* ACTIVITY *
Go line by line through the entries below and copy those containing the string "roads".

* DATA SECTION *
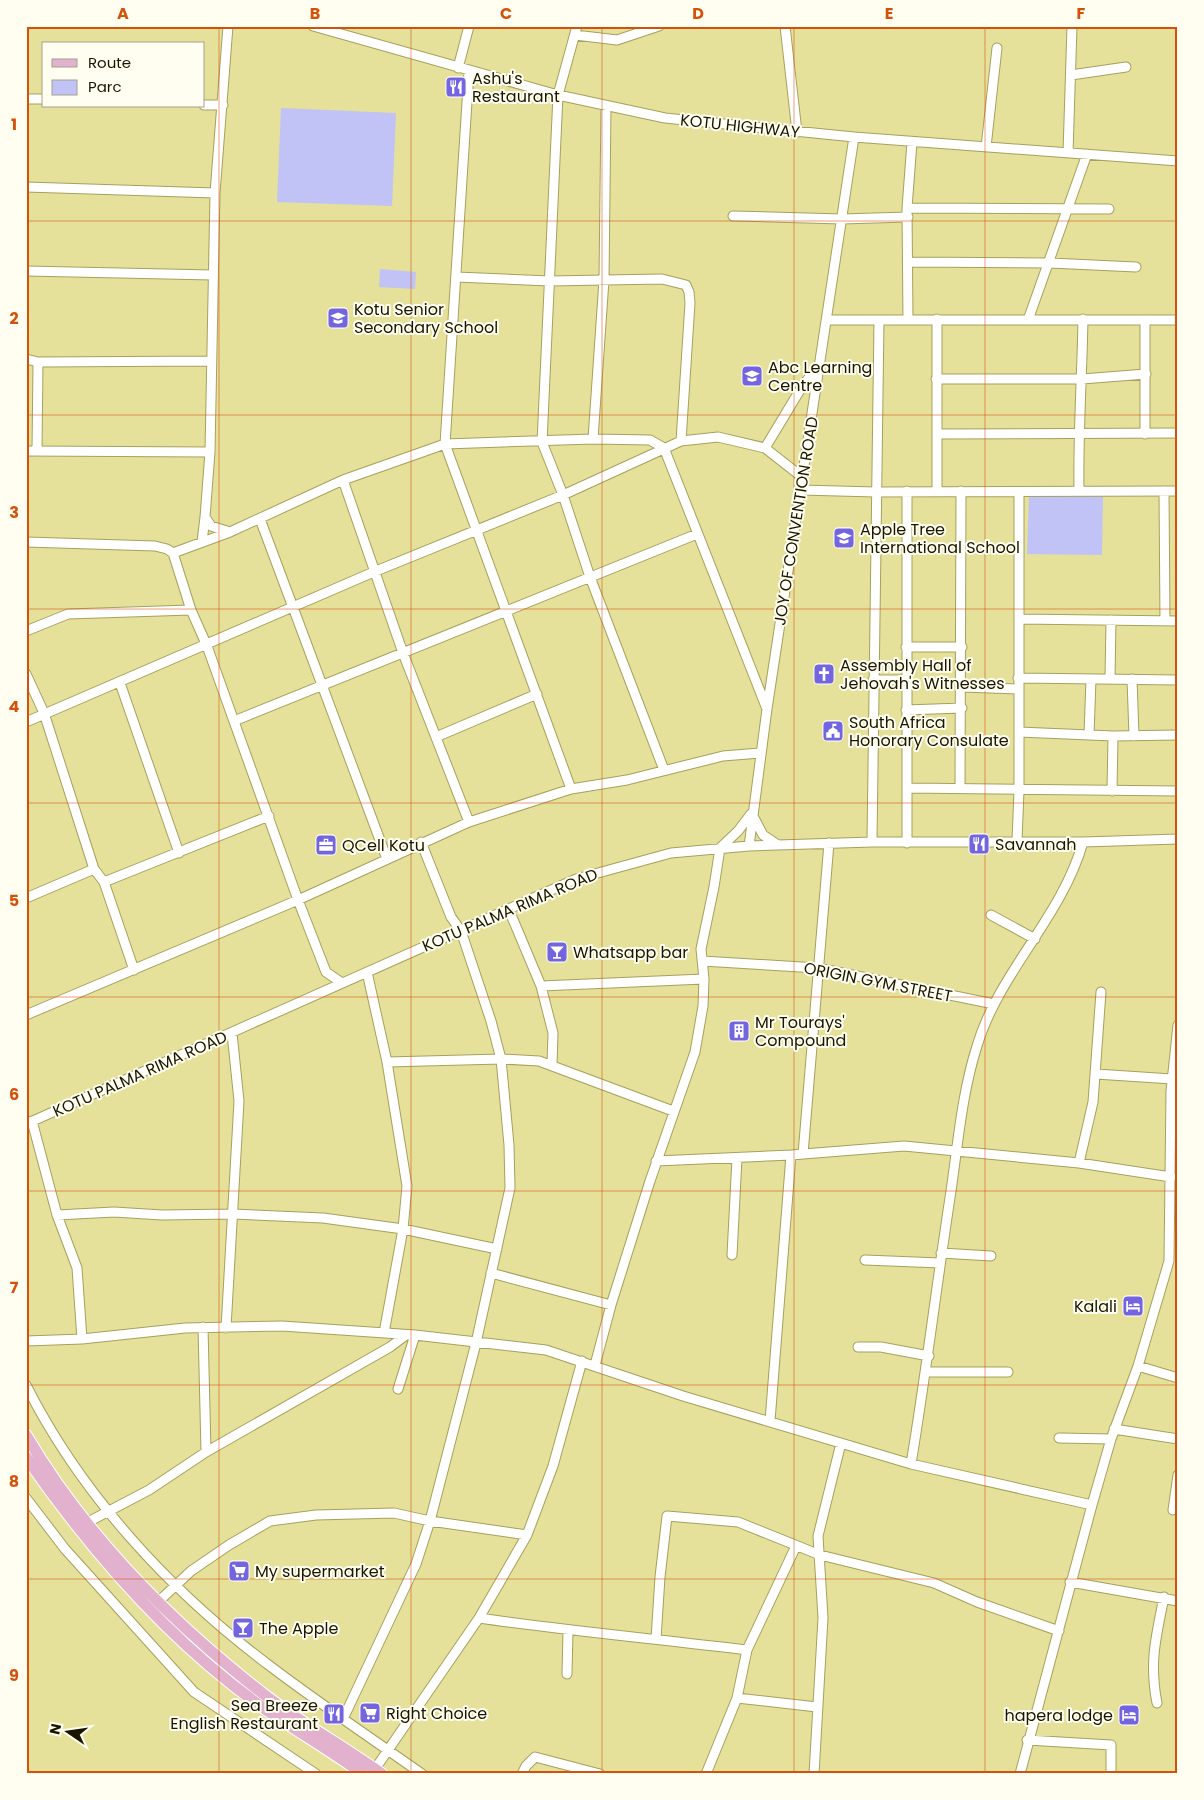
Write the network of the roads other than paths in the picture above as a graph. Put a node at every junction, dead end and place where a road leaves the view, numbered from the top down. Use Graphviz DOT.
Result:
graph roads {
  1 [pos="228,26"];
  2 [pos="313,26"];
  3 [pos="469,26"];
  4 [pos="659,26"];
  5 [pos="785,26"];
  6 [pos="1072,26"];
  7 [pos="576,31"];
  8 [pos="997,48"];
  9 [pos="1126,67"];
  10 [pos="458,68"];
  11 [pos="469,71"];
  12 [pos="1071,75"];
  13 [pos="558,95"];
  14 [pos="26,99"];
  15 [pos="42,99"];
  16 [pos="205,105"];
  17 [pos="223,106"];
  18 [pos="606,106"];
  19 [pos="797,132"];
  20 [pos="854,137"];
  21 [pos="912,142"];
  22 [pos="986,147"];
  23 [pos="1068,153"];
  24 [pos="1087,154"];
  25 [pos="1178,161"];
  26 [pos="26,186"];
  27 [pos="215,193"];
  28 [pos="907,208"];
  29 [pos="1069,209"];
  30 [pos="1110,209"];
  31 [pos="734,216"];
  32 [pos="908,217"];
  33 [pos="842,219"];
  34 [pos="908,262"];
  35 [pos="1050,263"];
  36 [pos="1136,267"];
  37 [pos="26,271"];
  38 [pos="213,275"];
  39 [pos="456,277"];
  40 [pos="604,280"];
  41 [pos="550,281"];
  42 [pos="937,319"];
  43 [pos="1083,319"];
  44 [pos="828,320"];
  45 [pos="879,320"];
  46 [pos="908,320"];
  47 [pos="1028,320"];
  48 [pos="1145,320"];
  49 [pos="1178,320"];
  50 [pos="26,359"];
  51 [pos="211,361"];
  52 [pos="38,362"];
  53 [pos="820,365"];
  54 [pos="1146,374"];
  55 [pos="936,379"];
  56 [pos="1082,379"];
  57 [pos="1078,432"];
  58 [pos="1178,433"];
  59 [pos="937,434"];
  60 [pos="1146,434"];
  61 [pos="593,439"];
  62 [pos="681,441"];
  63 [pos="542,442"];
  64 [pos="445,444"];
  65 [pos="664,448"];
  66 [pos="765,448"];
  67 [pos="36,450"];
  68 [pos="26,451"];
  69 [pos="210,452"];
  70 [pos="802,477"];
  71 [pos="343,480"];
  72 [pos="800,490"];
  73 [pos="1079,490"];
  74 [pos="907,491"];
  75 [pos="937,491"];
  76 [pos="961,491"];
  77 [pos="1164,491"];
  78 [pos="1178,491"];
  79 [pos="876,492"];
  80 [pos="1019,492"];
  81 [pos="563,495"];
  82 [pos="205,517"];
  83 [pos="260,519"];
  84 [pos="476,530"];
  85 [pos="230,532"];
  86 [pos="697,534"];
  87 [pos="26,542"];
  88 [pos="202,542"];
  89 [pos="173,554"];
  90 [pos="376,571"];
  91 [pos="590,576"];
  92 [pos="292,608"];
  93 [pos="191,610"];
  94 [pos="508,612"];
  95 [pos="1018,619"];
  96 [pos="1111,620"];
  97 [pos="1165,621"];
  98 [pos="1178,621"];
  99 [pos="26,631"];
  100 [pos="207,646"];
  101 [pos="906,647"];
  102 [pos="962,647"];
  103 [pos="403,653"];
  104 [pos="26,674"];
  105 [pos="1018,678"];
  106 [pos="1091,679"];
  107 [pos="1110,679"];
  108 [pos="1132,679"];
  109 [pos="873,680"];
  110 [pos="906,680"];
  111 [pos="1178,680"];
  112 [pos="120,683"];
  113 [pos="321,686"];
  114 [pos="962,687"];
  115 [pos="1018,689"];
  116 [pos="537,694"];
  117 [pos="962,708"];
  118 [pos="766,709"];
  119 [pos="906,710"];
  120 [pos="44,713"];
  121 [pos="234,721"];
  122 [pos="26,722"];
  123 [pos="1019,732"];
  124 [pos="1089,735"];
  125 [pos="1178,735"];
  126 [pos="1113,736"];
  127 [pos="1134,736"];
  128 [pos="436,737"];
  129 [pos="760,753"];
  130 [pos="664,770"];
  131 [pos="908,788"];
  132 [pos="960,788"];
  133 [pos="571,789"];
  134 [pos="1019,790"];
  135 [pos="1112,791"];
  136 [pos="1178,791"];
  137 [pos="752,813"];
  138 [pos="269,816"];
  139 [pos="469,822"];
  140 [pos="1178,839"];
  141 [pos="1017,841"];
  142 [pos="421,842"];
  143 [pos="872,842"];
  144 [pos="1083,842"];
  145 [pos="829,843"];
  146 [pos="907,843"];
  147 [pos="749,846"];
  148 [pos="778,846"];
  149 [pos="720,848"];
  150 [pos="179,853"];
  151 [pos="387,859"];
  152 [pos="94,869"];
  153 [pos="104,882"];
  154 [pos="26,898"];
  155 [pos="298,900"];
  156 [pos="509,910"];
  157 [pos="991,915"];
  158 [pos="461,931"];
  159 [pos="1035,939"];
  160 [pos="702,961"];
  161 [pos="818,968"];
  162 [pos="134,970"];
  163 [pos="367,972"];
  164 [pos="704,979"];
  165 [pos="342,984"];
  166 [pos="541,986"];
  167 [pos="1101,992"];
  168 [pos="994,1004"];
  169 [pos="26,1015"];
  170 [pos="1178,1025"];
  171 [pos="232,1033"];
  172 [pos="500,1059"];
  173 [pos="387,1062"];
  174 [pos="552,1065"];
  175 [pos="1096,1074"];
  176 [pos="1172,1079"];
  177 [pos="673,1111"];
  178 [pos="1175,1112"];
  179 [pos="29,1122"];
  180 [pos="956,1151"];
  181 [pos="803,1154"];
  182 [pos="791,1155"];
  183 [pos="737,1158"];
  184 [pos="656,1161"];
  185 [pos="1079,1163"];
  186 [pos="1171,1177"];
  187 [pos="233,1214"];
  188 [pos="57,1215"];
  189 [pos="403,1229"];
  190 [pos="497,1249"];
  191 [pos="942,1253"];
  192 [pos="732,1255"];
  193 [pos="991,1256"];
  194 [pos="865,1260"];
  195 [pos="940,1263"];
  196 [pos="491,1273"];
  197 [pos="610,1305"];
  198 [pos="203,1327"];
  199 [pos="226,1328"];
  200 [pos="384,1334"];
  201 [pos="410,1335"];
  202 [pos="82,1338"];
  203 [pos="26,1341"];
  204 [pos="476,1343"];
  205 [pos="858,1347"];
  206 [pos="929,1356"];
  207 [pos="582,1361"];
  208 [pos="595,1365"];
  209 [pos="1138,1366"];
  210 [pos="926,1372"];
  211 [pos="1008,1372"];
  212 [pos="1178,1378"];
  213 [pos="26,1385"];
  214 [pos="398,1389"];
  215 [pos="770,1422"];
  216 [pos="1114,1429"];
  217 [pos="26,1435"];
  218 [pos="1059,1438"];
  219 [pos="1111,1439"];
  220 [pos="1178,1439"];
  221 [pos="841,1443"];
  222 [pos="206,1452"];
  223 [pos="26,1457"];
  224 [pos="912,1464"];
  225 [pos="1178,1475"];
  226 [pos="26,1498"];
  227 [pos="1092,1505"];
  228 [pos="1174,1510"];
  229 [pos="108,1512"];
  230 [pos="430,1521"];
  231 [pos="88,1522"];
  232 [pos="527,1535"];
  233 [pos="796,1546"];
  234 [pos="820,1555"];
  235 [pos="1070,1582"];
  236 [pos="176,1585"];
  237 [pos="1164,1597"];
  238 [pos="159,1601"];
  239 [pos="1178,1601"];
  240 [pos="479,1618"];
  241 [pos="568,1631"];
  242 [pos="1059,1631"];
  243 [pos="656,1639"];
  244 [pos="747,1650"];
  245 [pos="567,1674"];
  246 [pos="737,1698"];
  247 [pos="1157,1703"];
  248 [pos="817,1707"];
  249 [pos="343,1718"];
  250 [pos="1028,1740"];
  251 [pos="388,1750"];
  252 [pos="379,1771"];
  253 [pos="316,1774"];
  254 [pos="363,1774"];
  255 [pos="422,1774"];
  256 [pos="522,1774"];
  257 [pos="600,1774"];
  258 [pos="706,1774"];
  259 [pos="814,1774"];
  260 [pos="1020,1774"];
  261 [pos="1111,1774"];
  1 -- 17 [label="street"];
  2 -- 10 [label="street, KOTU HIGHWAY"];
  3 -- 10 [label="street"];
  4 -- 7 [label="street"];
  5 -- 19 [label="street"];
  6 -- 12 [label="street"];
  7 -- 13 [label="street"];
  8 -- 22 [label="street"];
  9 -- 12 [label="street"];
  10 -- 11 [label="street, KOTU HIGHWAY"];
  11 -- 13 [label="street, KOTU HIGHWAY"];
  11 -- 39 [label="street"];
  12 -- 23 [label="street"];
  13 -- 18 [label="street, KOTU HIGHWAY"];
  13 -- 41 [label="street"];
  14 -- 15 [label="street"];
  16 -- 17 [label="street"];
  17 -- 27 [label="street"];
  18 -- 19 [label="street, KOTU HIGHWAY"];
  18 -- 40 [label="street"];
  19 -- 20 [label="street, KOTU HIGHWAY"];
  20 -- 21 [label="street, KOTU HIGHWAY"];
  20 -- 33 [label="street, JOY OF CONVENTION ROAD"];
  21 -- 22 [label="street, KOTU HIGHWAY"];
  21 -- 28 [label="street"];
  22 -- 23 [label="street, KOTU HIGHWAY"];
  23 -- 24 [label="street, KOTU HIGHWAY"];
  24 -- 25 [label="street, KOTU HIGHWAY"];
  24 -- 29 [label="street"];
  26 -- 27 [label="street"];
  27 -- 38 [label="street"];
  28 -- 29 [label="street"];
  28 -- 32 [label="street"];
  29 -- 30 [label="street"];
  29 -- 35 [label="street"];
  31 -- 33 [label="street"];
  32 -- 33 [label="street"];
  32 -- 34 [label="street"];
  33 -- 44 [label="street, JOY OF CONVENTION ROAD"];
  34 -- 35 [label="street"];
  34 -- 46 [label="street"];
  35 -- 36 [label="street"];
  35 -- 47 [label="street"];
  37 -- 38 [label="street"];
  38 -- 51 [label="street"];
  39 -- 41 [label="street"];
  39 -- 64 [label="street"];
  40 -- 41 [label="street"];
  40 -- 61 [label="street"];
  40 -- 62 [label="street"];
  41 -- 63 [label="street"];
  42 -- 46 [label="street"];
  42 -- 47 [label="street"];
  42 -- 55 [label="street"];
  43 -- 47 [label="street"];
  43 -- 48 [label="street"];
  43 -- 56 [label="street"];
  44 -- 45 [label="street"];
  44 -- 53 [label="street, JOY OF CONVENTION ROAD"];
  45 -- 46 [label="street"];
  45 -- 79 [label="street"];
  48 -- 49 [label="street"];
  48 -- 54 [label="street"];
  50 -- 52 [label="street"];
  51 -- 52 [label="street"];
  51 -- 69 [label="street"];
  52 -- 67 [label="street"];
  53 -- 66 [label="street"];
  53 -- 70 [label="street, JOY OF CONVENTION ROAD"];
  54 -- 56 [label="street"];
  54 -- 60 [label="street"];
  55 -- 56 [label="street"];
  55 -- 59 [label="street"];
  56 -- 57 [label="street"];
  57 -- 59 [label="street"];
  57 -- 60 [label="street"];
  57 -- 73 [label="street"];
  58 -- 60 [label="street"];
  59 -- 75 [label="street"];
  61 -- 63 [label="street"];
  61 -- 65 [label="street"];
  62 -- 65 [label="street"];
  62 -- 66 [label="street"];
  63 -- 64 [label="street"];
  63 -- 81 [label="street"];
  64 -- 71 [label="street"];
  64 -- 84 [label="street"];
  65 -- 81 [label="street"];
  65 -- 86 [label="street"];
  66 -- 70 [label="street"];
  67 -- 68 [label="street"];
  67 -- 69 [label="street"];
  69 -- 82 [label="street"];
  70 -- 72 [label="street, JOY OF CONVENTION ROAD"];
  71 -- 83 [label="street"];
  71 -- 90 [label="street"];
  72 -- 79 [label="street"];
  72 -- 118 [label="street, JOY OF CONVENTION ROAD"];
  73 -- 77 [label="street"];
  73 -- 80 [label="street"];
  74 -- 75 [label="street"];
  74 -- 79 [label="street"];
  74 -- 101 [label="street"];
  75 -- 76 [label="street"];
  76 -- 80 [label="street"];
  76 -- 102 [label="street"];
  77 -- 78 [label="street"];
  77 -- 97 [label="street"];
  79 -- 109 [label="street"];
  80 -- 95 [label="street"];
  81 -- 84 [label="street"];
  81 -- 91 [label="street"];
  82 -- 85 [label="street"];
  82 -- 88 [label="street"];
  83 -- 85 [label="street"];
  83 -- 92 [label="street"];
  84 -- 90 [label="street"];
  84 -- 94 [label="street"];
  85 -- 88 [label="street"];
  86 -- 91 [label="street"];
  86 -- 118 [label="street"];
  87 -- 89 [label="street"];
  88 -- 89 [label="street"];
  89 -- 93 [label="street"];
  90 -- 92 [label="street"];
  90 -- 103 [label="street"];
  91 -- 94 [label="street"];
  91 -- 130 [label="street"];
  92 -- 100 [label="street"];
  92 -- 113 [label="street"];
  93 -- 99 [label="street"];
  93 -- 100 [label="street"];
  94 -- 103 [label="street"];
  94 -- 116 [label="street"];
  95 -- 96 [label="street"];
  95 -- 105 [label="street"];
  96 -- 97 [label="street"];
  96 -- 107 [label="street"];
  97 -- 98 [label="street"];
  100 -- 112 [label="street"];
  100 -- 121 [label="street"];
  101 -- 102 [label="street"];
  101 -- 110 [label="street"];
  102 -- 114 [label="street"];
  103 -- 113 [label="street"];
  103 -- 128 [label="street"];
  104 -- 120 [label="street"];
  105 -- 106 [label="street"];
  105 -- 115 [label="street"];
  106 -- 107 [label="street"];
  106 -- 124 [label="street"];
  107 -- 108 [label="street"];
  108 -- 111 [label="street"];
  108 -- 127 [label="street"];
  109 -- 110 [label="street"];
  109 -- 143 [label="street"];
  110 -- 119 [label="street"];
  112 -- 120 [label="street"];
  112 -- 150 [label="street"];
  113 -- 121 [label="street"];
  113 -- 151 [label="street"];
  114 -- 115 [label="street"];
  114 -- 117 [label="street"];
  115 -- 123 [label="street"];
  116 -- 128 [label="street"];
  116 -- 133 [label="street"];
  117 -- 119 [label="street"];
  117 -- 132 [label="street"];
  118 -- 129 [label="street, JOY OF CONVENTION ROAD"];
  119 -- 131 [label="street"];
  120 -- 122 [label="street"];
  120 -- 152 [label="street"];
  121 -- 138 [label="street"];
  123 -- 124 [label="street"];
  123 -- 134 [label="street"];
  124 -- 126 [label="street"];
  125 -- 127 [label="street"];
  126 -- 127 [label="street"];
  126 -- 135 [label="street"];
  128 -- 139 [label="street"];
  129 -- 130 [label="street"];
  129 -- 137 [label="street, JOY OF CONVENTION ROAD"];
  130 -- 133 [label="street"];
  131 -- 132 [label="street"];
  131 -- 146 [label="street"];
  132 -- 134 [label="street"];
  133 -- 139 [label="street"];
  134 -- 135 [label="street"];
  134 -- 141 [label="street"];
  135 -- 136 [label="street"];
  137 -- 147 [label="street, JOY OF CONVENTION ROAD"];
  137 -- 148 [label="street"];
  137 -- 149 [label="street"];
  138 -- 150 [label="street"];
  138 -- 155 [label="street"];
  139 -- 142 [label="street"];
  140 -- 144 [label="street, KOTU PALMA RIMA ROAD"];
  141 -- 144 [label="street, KOTU PALMA RIMA ROAD"];
  141 -- 146 [label="street, KOTU PALMA RIMA ROAD"];
  142 -- 151 [label="street"];
  142 -- 158 [label="street"];
  143 -- 145 [label="street, KOTU PALMA RIMA ROAD"];
  143 -- 146 [label="street, KOTU PALMA RIMA ROAD"];
  144 -- 159 [label="street"];
  145 -- 148 [label="street, KOTU PALMA RIMA ROAD"];
  145 -- 161 [label="street"];
  147 -- 148 [label="street, KOTU PALMA RIMA ROAD"];
  147 -- 149 [label="street, KOTU PALMA RIMA ROAD"];
  149 -- 156 [label="street, KOTU PALMA RIMA ROAD"];
  149 -- 160 [label="street"];
  150 -- 153 [label="street"];
  151 -- 155 [label="street"];
  152 -- 153 [label="street"];
  152 -- 154 [label="street"];
  153 -- 162 [label="street"];
  155 -- 162 [label="street"];
  155 -- 165 [label="street"];
  156 -- 158 [label="street, KOTU PALMA RIMA ROAD"];
  156 -- 166 [label="street"];
  157 -- 159 [label="street"];
  158 -- 163 [label="street, KOTU PALMA RIMA ROAD"];
  158 -- 172 [label="street"];
  159 -- 168 [label="street"];
  160 -- 161 [label="street, ORIGIN GYM STREET"];
  160 -- 164 [label="street"];
  161 -- 168 [label="street, ORIGIN GYM STREET"];
  161 -- 181 [label="street"];
  162 -- 169 [label="street"];
  163 -- 165 [label="street, KOTU PALMA RIMA ROAD"];
  163 -- 173 [label="street"];
  164 -- 166 [label="street"];
  164 -- 177 [label="street"];
  165 -- 171 [label="street, KOTU PALMA RIMA ROAD"];
  166 -- 174 [label="street"];
  167 -- 175 [label="street"];
  168 -- 180 [label="street"];
  170 -- 176 [label="street"];
  171 -- 179 [label="street, KOTU PALMA RIMA ROAD"];
  171 -- 187 [label="street"];
  172 -- 173 [label="street"];
  172 -- 174 [label="street"];
  172 -- 190 [label="street"];
  173 -- 189 [label="street"];
  174 -- 177 [label="street"];
  175 -- 176 [label="street"];
  175 -- 185 [label="street"];
  176 -- 178 [label="street"];
  177 -- 184 [label="street"];
  178 -- 186 [label="street"];
  179 -- 188 [label="street"];
  180 -- 181 [label="street"];
  180 -- 185 [label="street"];
  180 -- 191 [label="street"];
  181 -- 182 [label="street"];
  182 -- 183 [label="street"];
  182 -- 215 [label="street"];
  183 -- 184 [label="street"];
  183 -- 192 [label="street"];
  184 -- 197 [label="street"];
  185 -- 186 [label="street"];
  186 -- 209 [label="street"];
  187 -- 188 [label="street"];
  187 -- 189 [label="street"];
  187 -- 199 [label="street"];
  188 -- 202 [label="street"];
  189 -- 190 [label="street"];
  189 -- 200 [label="street"];
  190 -- 196 [label="street"];
  191 -- 193 [label="street"];
  191 -- 195 [label="street"];
  194 -- 195 [label="street"];
  195 -- 206 [label="street"];
  196 -- 197 [label="street"];
  196 -- 204 [label="street"];
  197 -- 208 [label="street"];
  198 -- 199 [label="street"];
  198 -- 202 [label="street"];
  198 -- 222 [label="street"];
  199 -- 200 [label="street"];
  200 -- 201 [label="street"];
  201 -- 204 [label="street"];
  201 -- 214 [label="street"];
  201 -- 222 [label="street"];
  202 -- 203 [label="street"];
  204 -- 207 [label="street"];
  204 -- 230 [label="street"];
  205 -- 206 [label="street"];
  206 -- 210 [label="street"];
  207 -- 208 [label="street"];
  207 -- 232 [label="street"];
  208 -- 215 [label="street"];
  209 -- 212 [label="street"];
  209 -- 216 [label="street"];
  210 -- 211 [label="street"];
  210 -- 224 [label="street"];
  213 -- 229 [label="street"];
  215 -- 221 [label="street"];
  216 -- 219 [label="street"];
  216 -- 220 [label="street"];
  217 -- 231 [label="main road"];
  218 -- 219 [label="street"];
  219 -- 227 [label="street"];
  221 -- 224 [label="street"];
  221 -- 234 [label="street"];
  222 -- 229 [label="street"];
  223 -- 254 [label="main road"];
  224 -- 227 [label="street"];
  225 -- 228 [label="street"];
  226 -- 253 [label="street"];
  227 -- 235 [label="street"];
  229 -- 231 [label="street"];
  229 -- 236 [label="street"];
  230 -- 232 [label="street"];
  230 -- 236 [label="street"];
  230 -- 249 [label="street"];
  231 -- 238 [label="main road"];
  232 -- 240 [label="street"];
  233 -- 234 [label="street"];
  233 -- 243 [label="street"];
  233 -- 244 [label="street"];
  234 -- 242 [label="street"];
  234 -- 248 [label="street"];
  235 -- 237 [label="street"];
  235 -- 242 [label="street"];
  236 -- 238 [label="street"];
  236 -- 249 [label="street"];
  237 -- 239 [label="street"];
  237 -- 247 [label="street"];
  238 -- 252 [label="main road"];
  240 -- 241 [label="street"];
  240 -- 251 [label="street"];
  241 -- 243 [label="street"];
  241 -- 245 [label="street"];
  242 -- 250 [label="street"];
  243 -- 244 [label="street"];
  244 -- 246 [label="street"];
  246 -- 248 [label="street"];
  246 -- 258 [label="street"];
  248 -- 259 [label="street"];
  249 -- 251 [label="street"];
  250 -- 260 [label="street"];
  250 -- 261 [label="street"];
  251 -- 252 [label="street"];
  251 -- 255 [label="street"];
  256 -- 257 [label="street"];
}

* ANSWER BOX *
Write the network of the roads other than paths in the picture above as a graph. Put a node at every junction, dead end and place where a road leaves the view, numbered from the top down. Use Graphviz DOT.
graph roads {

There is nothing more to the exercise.